- **EXERCISE DESCRIPTION**
Extract, unchanged, every line from the top of the material below through the line with "Please list the", and no more.
[Start of section]
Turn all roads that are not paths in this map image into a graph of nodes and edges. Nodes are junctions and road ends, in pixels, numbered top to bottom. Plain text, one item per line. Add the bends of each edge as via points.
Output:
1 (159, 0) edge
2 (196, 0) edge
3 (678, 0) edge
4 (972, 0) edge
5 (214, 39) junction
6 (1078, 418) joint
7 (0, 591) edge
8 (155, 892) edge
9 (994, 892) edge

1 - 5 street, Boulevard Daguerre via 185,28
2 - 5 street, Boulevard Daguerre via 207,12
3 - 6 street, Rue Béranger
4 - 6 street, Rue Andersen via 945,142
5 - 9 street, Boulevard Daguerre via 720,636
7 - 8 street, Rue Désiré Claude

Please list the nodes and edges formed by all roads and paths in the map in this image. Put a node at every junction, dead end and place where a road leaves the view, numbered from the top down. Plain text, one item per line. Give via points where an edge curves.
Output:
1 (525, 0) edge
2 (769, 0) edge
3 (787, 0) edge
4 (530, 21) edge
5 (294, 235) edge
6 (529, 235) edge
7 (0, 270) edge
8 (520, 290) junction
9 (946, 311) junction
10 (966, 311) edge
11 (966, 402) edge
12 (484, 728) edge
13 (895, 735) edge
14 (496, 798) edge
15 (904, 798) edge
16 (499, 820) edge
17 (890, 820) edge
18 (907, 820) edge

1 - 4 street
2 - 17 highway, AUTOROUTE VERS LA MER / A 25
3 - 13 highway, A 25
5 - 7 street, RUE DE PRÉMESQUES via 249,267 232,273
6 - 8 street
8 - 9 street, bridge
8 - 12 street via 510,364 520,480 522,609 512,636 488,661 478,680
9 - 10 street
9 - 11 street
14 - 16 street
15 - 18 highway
[End of section]
- **REPLY**
Turn all roads that are not paths in this map image into a graph of nodes and edges. Nodes are junctions and road ends, in pixels, numbered top to bottom. Plain text, one item per line. Add the bends of each edge as via points.
Output:
1 (159, 0) edge
2 (196, 0) edge
3 (678, 0) edge
4 (972, 0) edge
5 (214, 39) junction
6 (1078, 418) joint
7 (0, 591) edge
8 (155, 892) edge
9 (994, 892) edge

1 - 5 street, Boulevard Daguerre via 185,28
2 - 5 street, Boulevard Daguerre via 207,12
3 - 6 street, Rue Béranger
4 - 6 street, Rue Andersen via 945,142
5 - 9 street, Boulevard Daguerre via 720,636
7 - 8 street, Rue Désiré Claude

Please list the nodes and edges formed by all roads and paths in the map in this image. Put a node at every junction, dead end and place where a road leaves the view, numbered from the top down. Plain text, one item per line. Give via points where an edge curves.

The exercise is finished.